Brief →
Reproduce the data exactly as given, except for any images.

▬▬▬

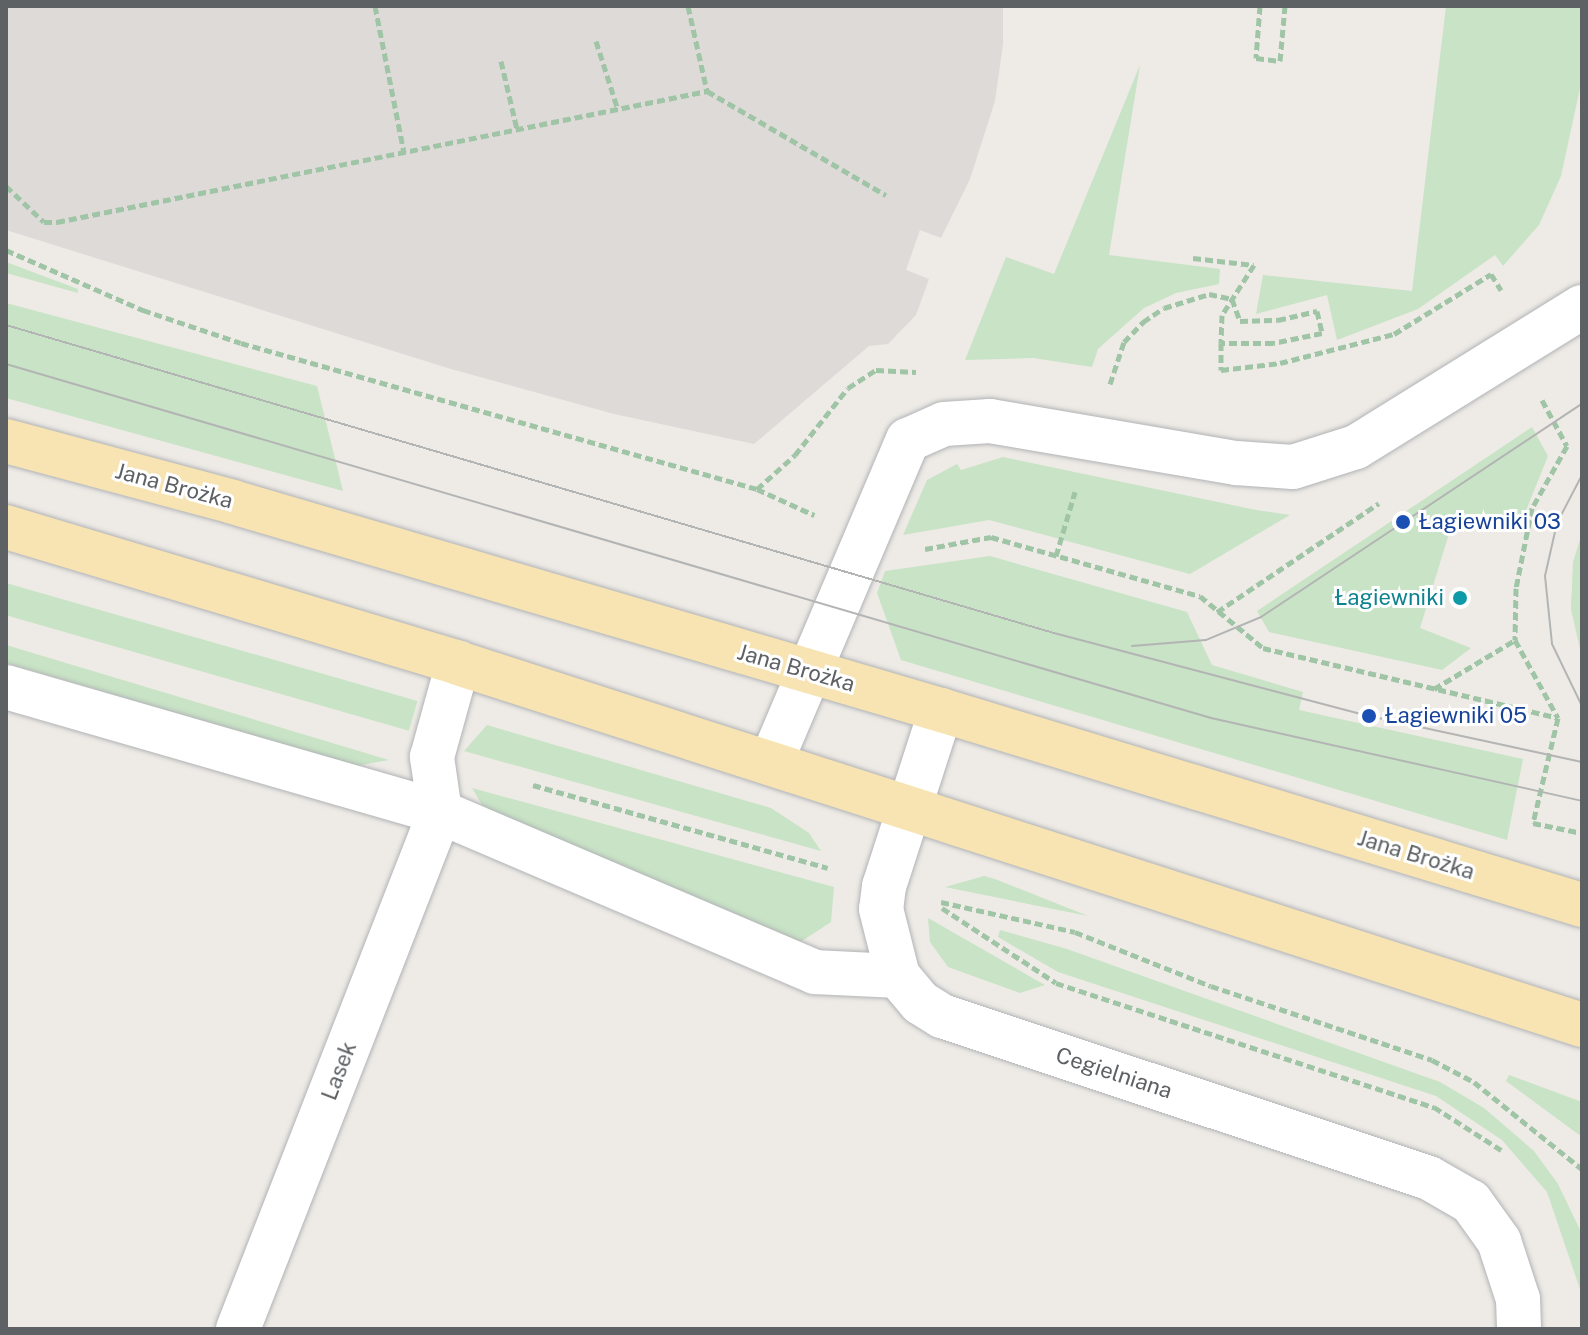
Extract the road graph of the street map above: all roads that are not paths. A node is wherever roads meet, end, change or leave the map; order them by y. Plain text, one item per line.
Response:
1 (1582, 307) edge
2 (6, 441) edge
3 (6, 527) edge
4 (458, 663) junction
5 (810, 672) junction
6 (6, 687) edge
7 (941, 710) junction
8 (771, 762) junction
9 (909, 805) junction
10 (440, 812) junction
11 (1582, 905) edge
12 (898, 976) junction
13 (1582, 1025) edge
14 (238, 1329) edge
15 (1519, 1329) edge

1 - 5 street
2 - 5 main road, Jana Brożka
3 - 4 main road
4 - 8 main road
4 - 10 street
5 - 7 main road, Jana Brożka
5 - 8 street
6 - 10 street
7 - 9 street, Cegielniana
7 - 11 main road, Jana Brożka
8 - 9 main road
9 - 12 street, Cegielniana
9 - 13 main road
10 - 12 street
10 - 14 street, Lasek
12 - 15 street, Cegielniana

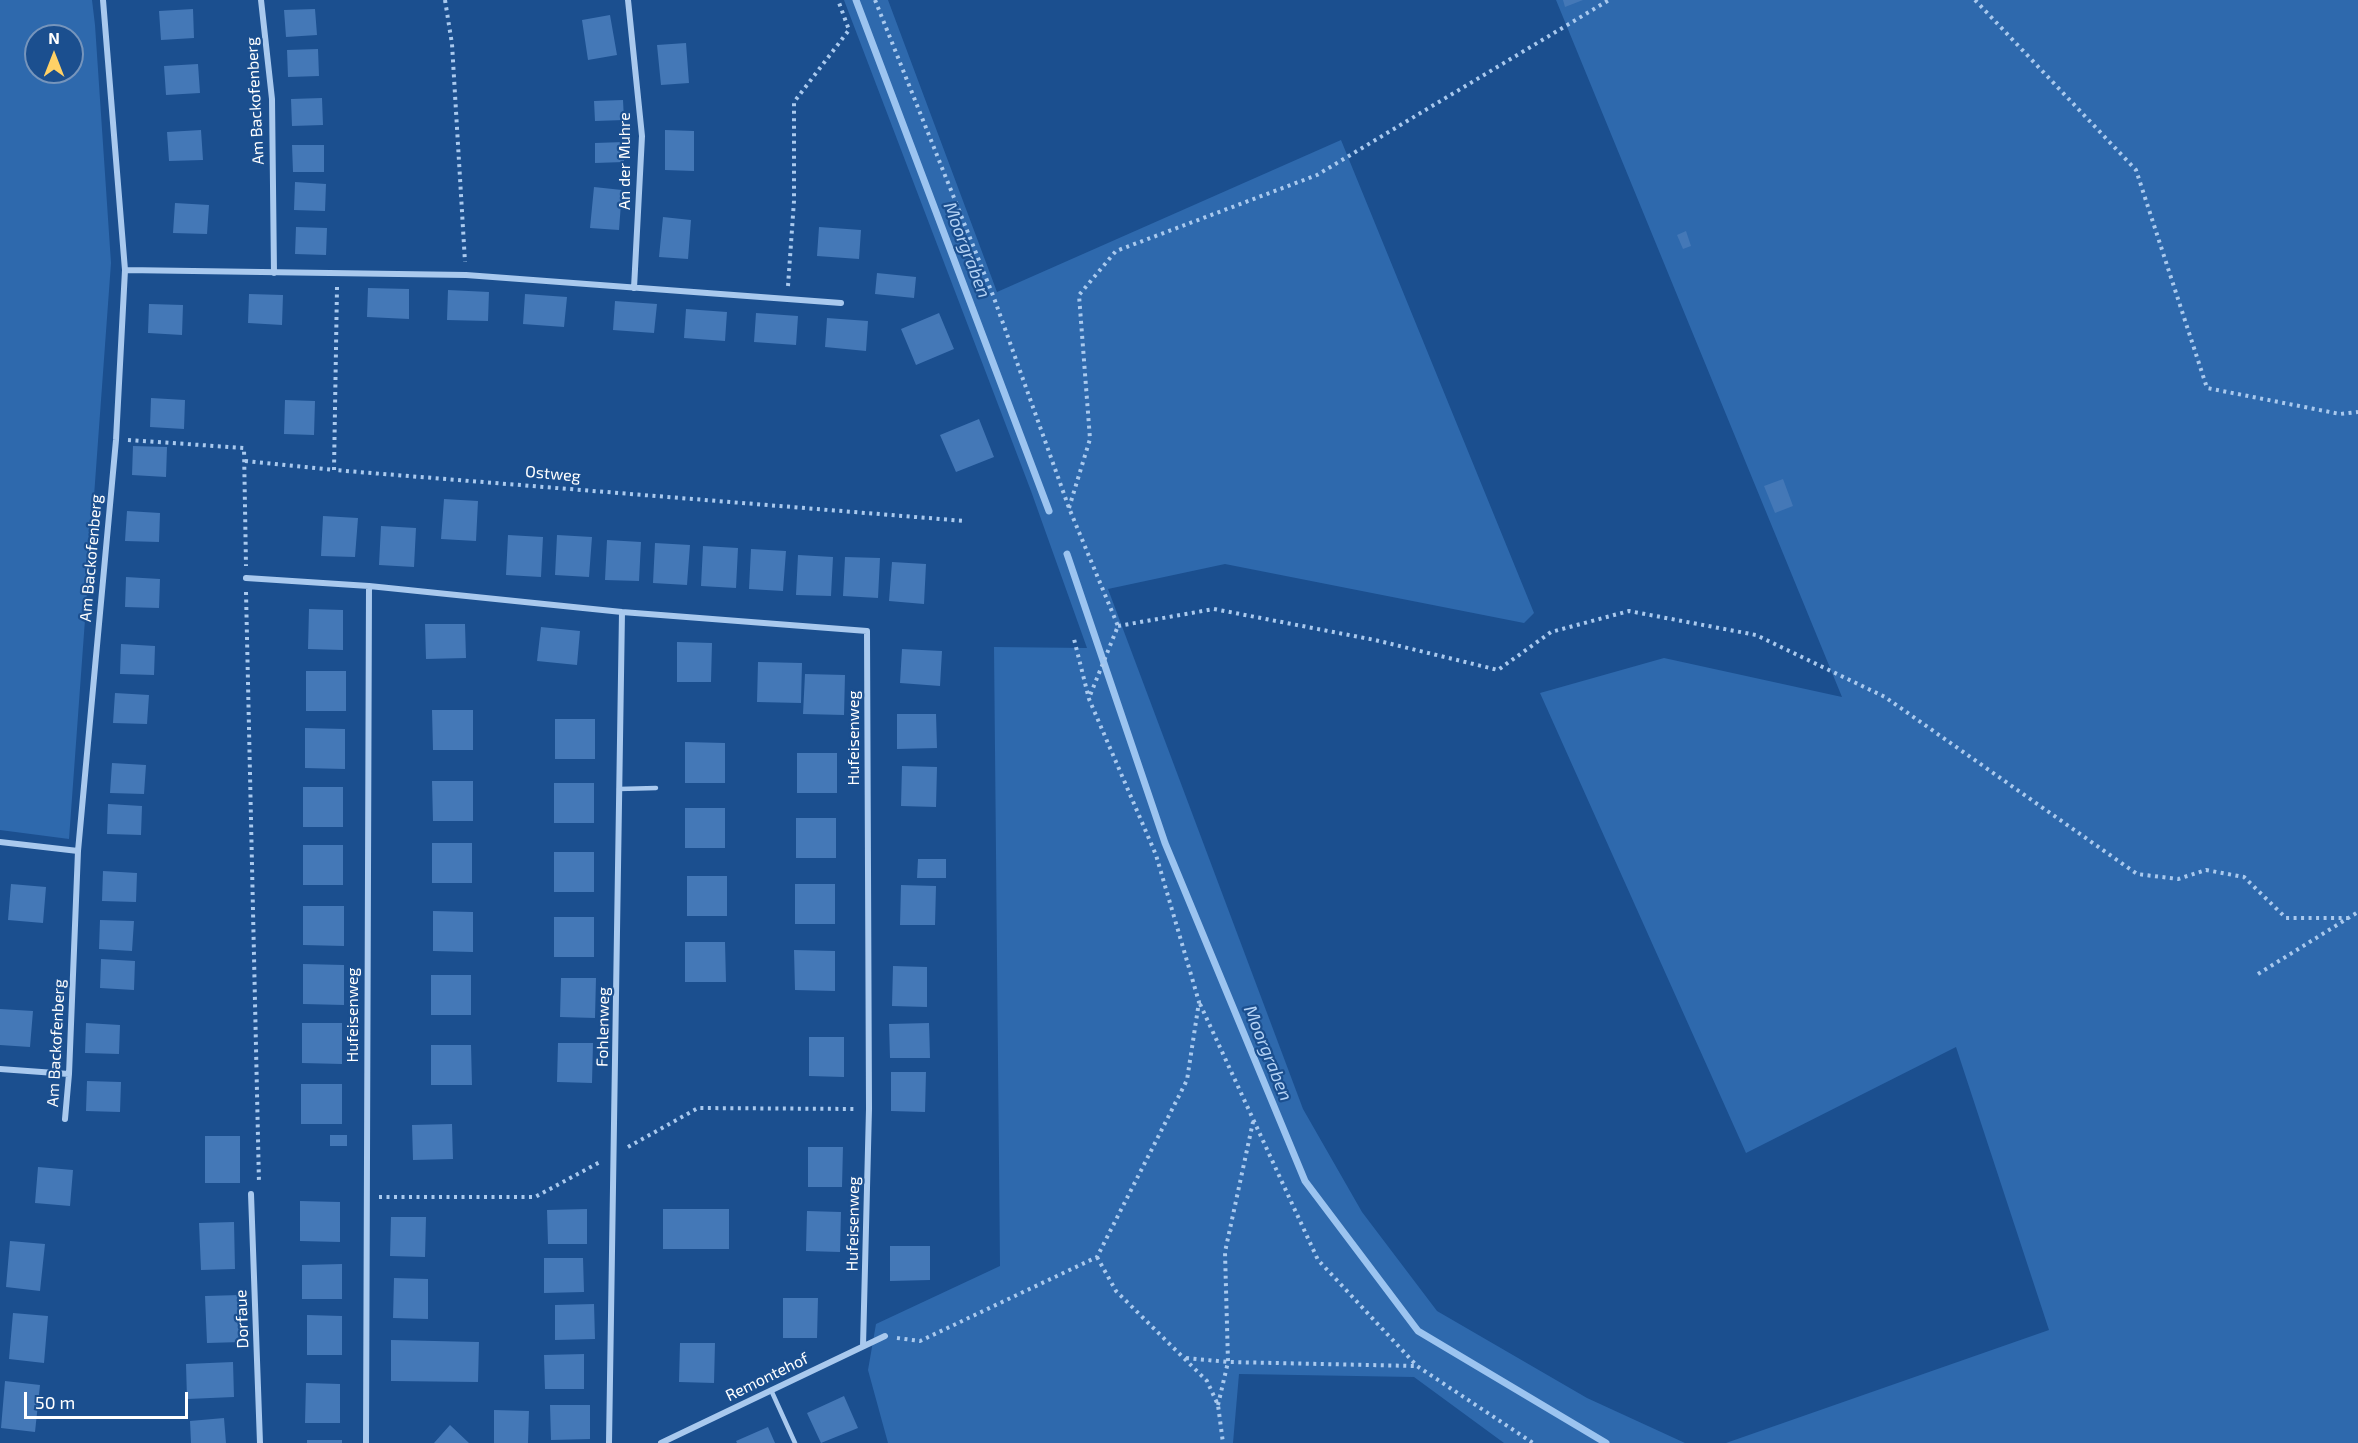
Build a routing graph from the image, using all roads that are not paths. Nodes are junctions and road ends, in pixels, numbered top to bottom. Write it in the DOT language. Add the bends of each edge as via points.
graph roads {
  1 [pos="103,0"];
  2 [pos="261,0"];
  3 [pos="628,0"];
  4 [pos="125,270"];
  5 [pos="274,273"];
  6 [pos="634,288"];
  7 [pos="841,303"];
  8 [pos="246,579"];
  9 [pos="369,586"];
  10 [pos="622,612"];
  11 [pos="656,788"];
  12 [pos="619,789"];
  13 [pos="0,842"];
  14 [pos="78,851"];
  15 [pos="0,1069"];
  16 [pos="69,1074"];
  17 [pos="65,1119"];
  18 [pos="251,1194"];
  19 [pos="885,1336"];
  20 [pos="863,1346"];
  21 [pos="771,1390"];
  22 [pos="260,1443"];
  23 [pos="366,1443"];
  24 [pos="609,1443"];
  25 [pos="661,1443"];
  26 [pos="795,1443"];
  1 -- 4 [label="street, Am Backofenberg"];
  2 -- 5 [label="street, Am Backofenberg" via="272,99"];
  3 -- 6 [label="street, An der Muhre" via="642,136"];
  4 -- 5 [label="street"];
  4 -- 14 [label="street, Am Backofenberg" via="116,440"];
  5 -- 6 [label="street" via="466,275"];
  6 -- 7 [label="street"];
  8 -- 9 [label="street, Hufeisenweg"];
  9 -- 10 [label="street, Hufeisenweg"];
  9 -- 23 [label="street, Hufeisenweg"];
  10 -- 12 [label="street, Fohlenweg"];
  10 -- 20 [label="street, Hufeisenweg" via="867,631 869,1109"];
  11 -- 12 [label="lane"];
  12 -- 24 [label="street, Fohlenweg"];
  13 -- 14 [label="street"];
  14 -- 16 [label="street, Am Backofenberg"];
  15 -- 16 [label="street"];
  16 -- 17 [label="street, Am Backofenberg"];
  18 -- 22 [label="street, Dorfaue"];
  19 -- 20 [label="street, Remontehof"];
  20 -- 21 [label="street, Remontehof"];
  21 -- 25 [label="street, Remontehof"];
  21 -- 26 [label="lane"];
}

▬▬▬

Solution for this problem →
Extract the road graph of the street map above: all roads that are not paths. A node is wherever roads meet, end, change or leave the map; order them by y. Plain text, one item per line.
Response:
1 (1582, 307) edge
2 (6, 441) edge
3 (6, 527) edge
4 (458, 663) junction
5 (810, 672) junction
6 (6, 687) edge
7 (941, 710) junction
8 (771, 762) junction
9 (909, 805) junction
10 (440, 812) junction
11 (1582, 905) edge
12 (898, 976) junction
13 (1582, 1025) edge
14 (238, 1329) edge
15 (1519, 1329) edge

1 - 5 street
2 - 5 main road, Jana Brożka
3 - 4 main road
4 - 8 main road
4 - 10 street
5 - 7 main road, Jana Brożka
5 - 8 street
6 - 10 street
7 - 9 street, Cegielniana
7 - 11 main road, Jana Brożka
8 - 9 main road
9 - 12 street, Cegielniana
9 - 13 main road
10 - 12 street
10 - 14 street, Lasek
12 - 15 street, Cegielniana

Build a routing graph from the image, using all roads that are not paths. Nodes are junctions and road ends, in pixels, numbered top to bottom. Write it in the DOT language. Add the bends of each edge as via points.
graph roads {
  1 [pos="103,0"];
  2 [pos="261,0"];
  3 [pos="628,0"];
  4 [pos="125,270"];
  5 [pos="274,273"];
  6 [pos="634,288"];
  7 [pos="841,303"];
  8 [pos="246,579"];
  9 [pos="369,586"];
  10 [pos="622,612"];
  11 [pos="656,788"];
  12 [pos="619,789"];
  13 [pos="0,842"];
  14 [pos="78,851"];
  15 [pos="0,1069"];
  16 [pos="69,1074"];
  17 [pos="65,1119"];
  18 [pos="251,1194"];
  19 [pos="885,1336"];
  20 [pos="863,1346"];
  21 [pos="771,1390"];
  22 [pos="260,1443"];
  23 [pos="366,1443"];
  24 [pos="609,1443"];
  25 [pos="661,1443"];
  26 [pos="795,1443"];
  1 -- 4 [label="street, Am Backofenberg"];
  2 -- 5 [label="street, Am Backofenberg" via="272,99"];
  3 -- 6 [label="street, An der Muhre" via="642,136"];
  4 -- 5 [label="street"];
  4 -- 14 [label="street, Am Backofenberg" via="116,440"];
  5 -- 6 [label="street" via="466,275"];
  6 -- 7 [label="street"];
  8 -- 9 [label="street, Hufeisenweg"];
  9 -- 10 [label="street, Hufeisenweg"];
  9 -- 23 [label="street, Hufeisenweg"];
  10 -- 12 [label="street, Fohlenweg"];
  10 -- 20 [label="street, Hufeisenweg" via="867,631 869,1109"];
  11 -- 12 [label="lane"];
  12 -- 24 [label="street, Fohlenweg"];
  13 -- 14 [label="street"];
  14 -- 16 [label="street, Am Backofenberg"];
  15 -- 16 [label="street"];
  16 -- 17 [label="street, Am Backofenberg"];
  18 -- 22 [label="street, Dorfaue"];
  19 -- 20 [label="street, Remontehof"];
  20 -- 21 [label="street, Remontehof"];
  21 -- 25 [label="street, Remontehof"];
  21 -- 26 [label="lane"];
}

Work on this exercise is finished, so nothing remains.